Exercise directions: The entries below should be repeated exactly, with no pictures carried over.

Stored data entries:
────────────────
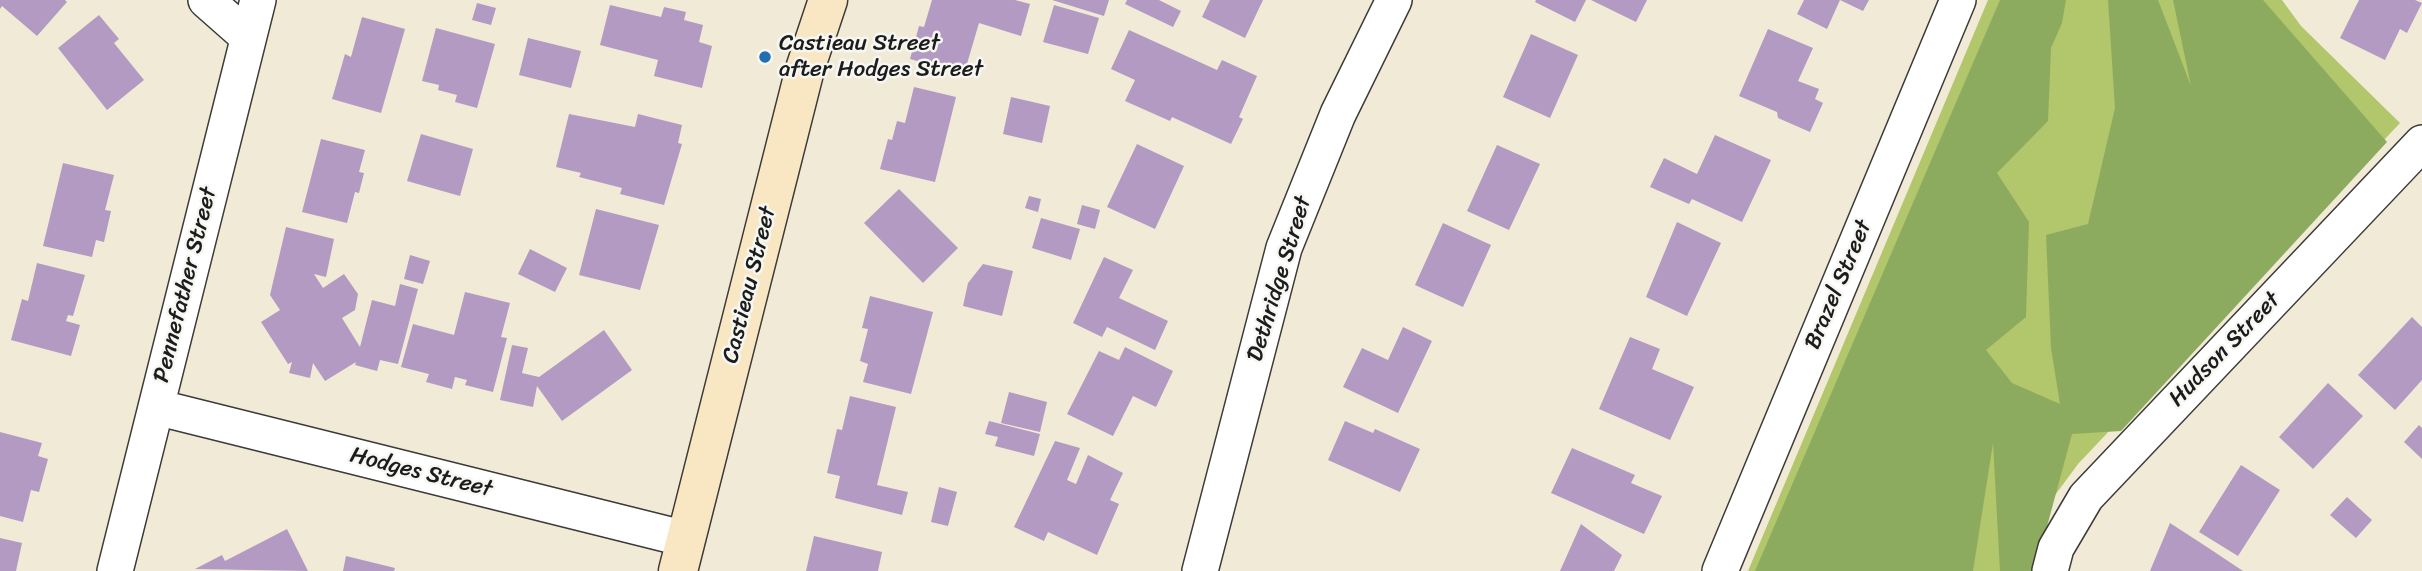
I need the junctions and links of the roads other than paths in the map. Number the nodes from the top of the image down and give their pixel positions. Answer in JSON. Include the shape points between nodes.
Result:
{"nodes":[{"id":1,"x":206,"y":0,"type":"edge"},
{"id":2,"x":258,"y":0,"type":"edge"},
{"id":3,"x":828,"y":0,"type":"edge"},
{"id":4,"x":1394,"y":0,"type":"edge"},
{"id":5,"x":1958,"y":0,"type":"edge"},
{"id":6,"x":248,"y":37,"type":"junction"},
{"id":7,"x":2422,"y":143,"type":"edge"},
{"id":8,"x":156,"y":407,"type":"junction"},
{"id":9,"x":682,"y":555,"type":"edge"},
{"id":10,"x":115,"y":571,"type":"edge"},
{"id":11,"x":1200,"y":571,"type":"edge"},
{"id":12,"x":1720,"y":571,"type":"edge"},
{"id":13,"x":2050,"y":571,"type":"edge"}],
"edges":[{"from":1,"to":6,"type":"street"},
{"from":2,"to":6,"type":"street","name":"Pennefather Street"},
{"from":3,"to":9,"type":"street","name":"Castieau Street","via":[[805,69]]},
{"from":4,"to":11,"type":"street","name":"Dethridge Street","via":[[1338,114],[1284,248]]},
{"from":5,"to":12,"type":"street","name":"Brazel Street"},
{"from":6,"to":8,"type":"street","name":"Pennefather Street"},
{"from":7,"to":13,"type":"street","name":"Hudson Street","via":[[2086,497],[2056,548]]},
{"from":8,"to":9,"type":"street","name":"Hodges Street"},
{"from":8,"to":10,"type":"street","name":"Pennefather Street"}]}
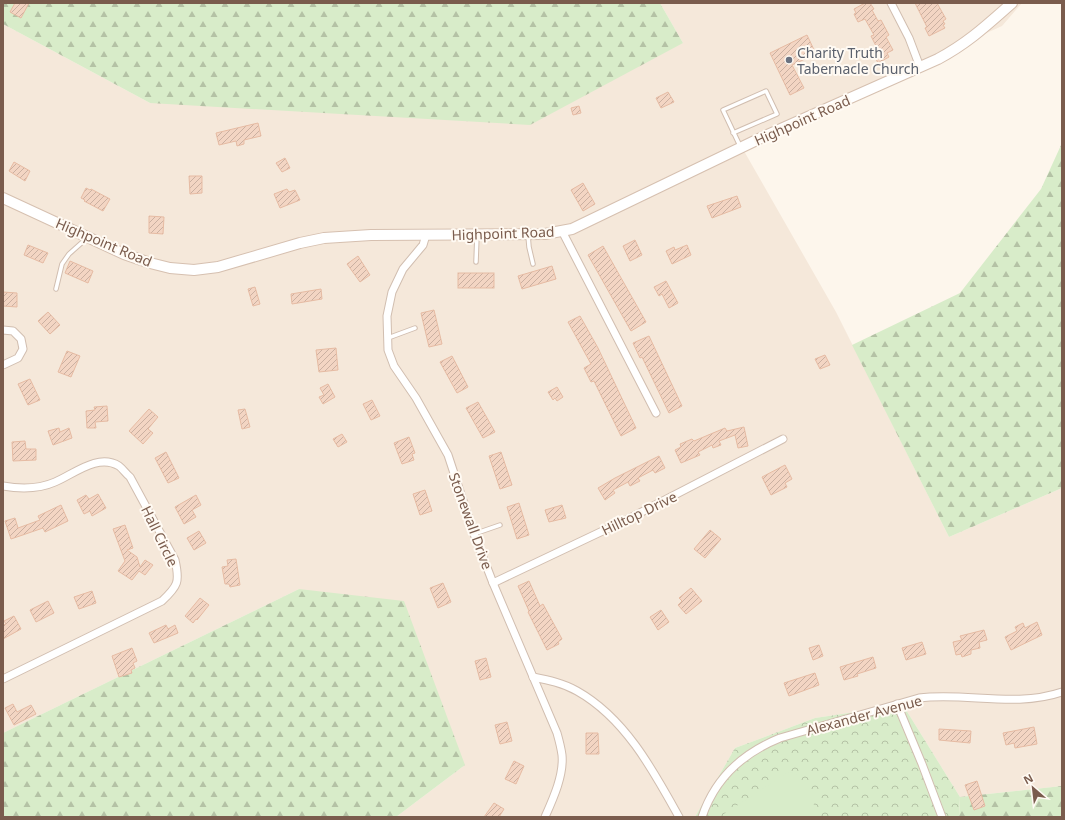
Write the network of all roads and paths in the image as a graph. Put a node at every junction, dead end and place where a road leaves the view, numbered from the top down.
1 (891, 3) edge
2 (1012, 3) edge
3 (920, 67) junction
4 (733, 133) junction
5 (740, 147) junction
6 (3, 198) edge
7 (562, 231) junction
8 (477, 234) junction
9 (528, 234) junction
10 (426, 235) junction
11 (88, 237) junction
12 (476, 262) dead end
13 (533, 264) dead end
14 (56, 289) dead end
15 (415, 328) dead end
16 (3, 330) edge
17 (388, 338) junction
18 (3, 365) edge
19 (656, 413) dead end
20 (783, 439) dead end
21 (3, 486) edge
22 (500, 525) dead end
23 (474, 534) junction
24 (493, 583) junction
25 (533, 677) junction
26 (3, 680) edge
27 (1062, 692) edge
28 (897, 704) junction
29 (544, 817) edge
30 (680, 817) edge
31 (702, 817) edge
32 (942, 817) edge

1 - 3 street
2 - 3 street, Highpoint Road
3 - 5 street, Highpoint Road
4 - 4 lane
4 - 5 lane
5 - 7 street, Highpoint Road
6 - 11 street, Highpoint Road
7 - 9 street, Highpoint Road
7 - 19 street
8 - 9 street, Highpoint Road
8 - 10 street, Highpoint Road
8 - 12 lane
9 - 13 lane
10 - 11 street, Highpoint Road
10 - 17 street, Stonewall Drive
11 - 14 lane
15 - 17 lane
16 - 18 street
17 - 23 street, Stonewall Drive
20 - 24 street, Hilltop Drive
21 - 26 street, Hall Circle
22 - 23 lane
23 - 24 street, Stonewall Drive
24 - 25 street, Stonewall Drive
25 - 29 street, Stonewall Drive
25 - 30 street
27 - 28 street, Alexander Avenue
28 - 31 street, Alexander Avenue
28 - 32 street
────────────────
Written response:
I need the junctions and links of the roads other than paths in the map. Number the nodes from the top of the image down and give their pixel positions. Answer in JSON. Include the shape points between nodes.
Result:
{"nodes":[{"id":1,"x":206,"y":0,"type":"edge"},
{"id":2,"x":258,"y":0,"type":"edge"},
{"id":3,"x":828,"y":0,"type":"edge"},
{"id":4,"x":1394,"y":0,"type":"edge"},
{"id":5,"x":1958,"y":0,"type":"edge"},
{"id":6,"x":248,"y":37,"type":"junction"},
{"id":7,"x":2422,"y":143,"type":"edge"},
{"id":8,"x":156,"y":407,"type":"junction"},
{"id":9,"x":682,"y":555,"type":"edge"},
{"id":10,"x":115,"y":571,"type":"edge"},
{"id":11,"x":1200,"y":571,"type":"edge"},
{"id":12,"x":1720,"y":571,"type":"edge"},
{"id":13,"x":2050,"y":571,"type":"edge"}],
"edges":[{"from":1,"to":6,"type":"street"},
{"from":2,"to":6,"type":"street","name":"Pennefather Street"},
{"from":3,"to":9,"type":"street","name":"Castieau Street","via":[[805,69]]},
{"from":4,"to":11,"type":"street","name":"Dethridge Street","via":[[1338,114],[1284,248]]},
{"from":5,"to":12,"type":"street","name":"Brazel Street"},
{"from":6,"to":8,"type":"street","name":"Pennefather Street"},
{"from":7,"to":13,"type":"street","name":"Hudson Street","via":[[2086,497],[2056,548]]},
{"from":8,"to":9,"type":"street","name":"Hodges Street"},
{"from":8,"to":10,"type":"street","name":"Pennefather Street"}]}
Write the network of all roads and paths in the image as a graph. Put a node at every junction, dead end and place where a road leaves the view, numbered from the top down.
1 (891, 3) edge
2 (1012, 3) edge
3 (920, 67) junction
4 (733, 133) junction
5 (740, 147) junction
6 (3, 198) edge
7 (562, 231) junction
8 (477, 234) junction
9 (528, 234) junction
10 (426, 235) junction
11 (88, 237) junction
12 (476, 262) dead end
13 (533, 264) dead end
14 (56, 289) dead end
15 (415, 328) dead end
16 (3, 330) edge
17 (388, 338) junction
18 (3, 365) edge
19 (656, 413) dead end
20 (783, 439) dead end
21 (3, 486) edge
22 (500, 525) dead end
23 (474, 534) junction
24 (493, 583) junction
25 (533, 677) junction
26 (3, 680) edge
27 (1062, 692) edge
28 (897, 704) junction
29 (544, 817) edge
30 (680, 817) edge
31 (702, 817) edge
32 (942, 817) edge

1 - 3 street
2 - 3 street, Highpoint Road
3 - 5 street, Highpoint Road
4 - 4 lane
4 - 5 lane
5 - 7 street, Highpoint Road
6 - 11 street, Highpoint Road
7 - 9 street, Highpoint Road
7 - 19 street
8 - 9 street, Highpoint Road
8 - 10 street, Highpoint Road
8 - 12 lane
9 - 13 lane
10 - 11 street, Highpoint Road
10 - 17 street, Stonewall Drive
11 - 14 lane
15 - 17 lane
16 - 18 street
17 - 23 street, Stonewall Drive
20 - 24 street, Hilltop Drive
21 - 26 street, Hall Circle
22 - 23 lane
23 - 24 street, Stonewall Drive
24 - 25 street, Stonewall Drive
25 - 29 street, Stonewall Drive
25 - 30 street
27 - 28 street, Alexander Avenue
28 - 31 street, Alexander Avenue
28 - 32 street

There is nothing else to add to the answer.